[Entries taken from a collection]
▽
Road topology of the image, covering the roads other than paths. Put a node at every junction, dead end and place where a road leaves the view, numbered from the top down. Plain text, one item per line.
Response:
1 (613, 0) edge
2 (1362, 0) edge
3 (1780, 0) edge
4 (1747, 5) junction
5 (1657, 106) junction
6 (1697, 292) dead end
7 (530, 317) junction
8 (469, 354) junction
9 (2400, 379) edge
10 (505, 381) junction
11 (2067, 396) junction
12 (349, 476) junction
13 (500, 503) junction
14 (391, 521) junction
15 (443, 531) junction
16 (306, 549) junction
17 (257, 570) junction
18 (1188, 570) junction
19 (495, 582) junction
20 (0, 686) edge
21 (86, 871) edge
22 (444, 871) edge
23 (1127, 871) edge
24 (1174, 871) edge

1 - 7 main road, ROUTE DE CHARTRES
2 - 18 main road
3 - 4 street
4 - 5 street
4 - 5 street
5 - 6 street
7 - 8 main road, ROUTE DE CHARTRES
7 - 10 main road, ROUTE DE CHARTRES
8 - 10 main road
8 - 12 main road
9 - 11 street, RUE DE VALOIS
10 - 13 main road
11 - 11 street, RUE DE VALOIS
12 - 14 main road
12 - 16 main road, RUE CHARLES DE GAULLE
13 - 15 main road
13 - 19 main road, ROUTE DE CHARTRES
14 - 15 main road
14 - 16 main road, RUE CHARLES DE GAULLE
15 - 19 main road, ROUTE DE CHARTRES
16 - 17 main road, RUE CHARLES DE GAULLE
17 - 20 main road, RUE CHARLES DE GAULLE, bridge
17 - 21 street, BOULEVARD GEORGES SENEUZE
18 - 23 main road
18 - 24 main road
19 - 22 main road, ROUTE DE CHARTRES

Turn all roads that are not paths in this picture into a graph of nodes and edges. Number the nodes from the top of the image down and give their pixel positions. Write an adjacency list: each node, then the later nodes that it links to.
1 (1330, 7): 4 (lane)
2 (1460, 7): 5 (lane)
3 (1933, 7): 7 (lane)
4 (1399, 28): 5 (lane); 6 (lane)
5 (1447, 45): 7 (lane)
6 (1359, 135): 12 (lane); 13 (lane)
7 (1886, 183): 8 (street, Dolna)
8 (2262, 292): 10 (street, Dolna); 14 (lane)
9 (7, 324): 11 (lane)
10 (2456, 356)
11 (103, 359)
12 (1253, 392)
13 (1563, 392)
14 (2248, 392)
△
Your goal:
Reproduce each record exactly as it appears.

Result for this exercise:
Road topology of the image, covering the roads other than paths. Put a node at every junction, dead end and place where a road leaves the view, numbered from the top down. Plain text, one item per line.
Response:
1 (613, 0) edge
2 (1362, 0) edge
3 (1780, 0) edge
4 (1747, 5) junction
5 (1657, 106) junction
6 (1697, 292) dead end
7 (530, 317) junction
8 (469, 354) junction
9 (2400, 379) edge
10 (505, 381) junction
11 (2067, 396) junction
12 (349, 476) junction
13 (500, 503) junction
14 (391, 521) junction
15 (443, 531) junction
16 (306, 549) junction
17 (257, 570) junction
18 (1188, 570) junction
19 (495, 582) junction
20 (0, 686) edge
21 (86, 871) edge
22 (444, 871) edge
23 (1127, 871) edge
24 (1174, 871) edge

1 - 7 main road, ROUTE DE CHARTRES
2 - 18 main road
3 - 4 street
4 - 5 street
4 - 5 street
5 - 6 street
7 - 8 main road, ROUTE DE CHARTRES
7 - 10 main road, ROUTE DE CHARTRES
8 - 10 main road
8 - 12 main road
9 - 11 street, RUE DE VALOIS
10 - 13 main road
11 - 11 street, RUE DE VALOIS
12 - 14 main road
12 - 16 main road, RUE CHARLES DE GAULLE
13 - 15 main road
13 - 19 main road, ROUTE DE CHARTRES
14 - 15 main road
14 - 16 main road, RUE CHARLES DE GAULLE
15 - 19 main road, ROUTE DE CHARTRES
16 - 17 main road, RUE CHARLES DE GAULLE
17 - 20 main road, RUE CHARLES DE GAULLE, bridge
17 - 21 street, BOULEVARD GEORGES SENEUZE
18 - 23 main road
18 - 24 main road
19 - 22 main road, ROUTE DE CHARTRES

Turn all roads that are not paths in this picture into a graph of nodes and edges. Number the nodes from the top of the image down and give their pixel positions. Write an adjacency list: each node, then the later nodes that it links to.
1 (1330, 7): 4 (lane)
2 (1460, 7): 5 (lane)
3 (1933, 7): 7 (lane)
4 (1399, 28): 5 (lane); 6 (lane)
5 (1447, 45): 7 (lane)
6 (1359, 135): 12 (lane); 13 (lane)
7 (1886, 183): 8 (street, Dolna)
8 (2262, 292): 10 (street, Dolna); 14 (lane)
9 (7, 324): 11 (lane)
10 (2456, 356)
11 (103, 359)
12 (1253, 392)
13 (1563, 392)
14 (2248, 392)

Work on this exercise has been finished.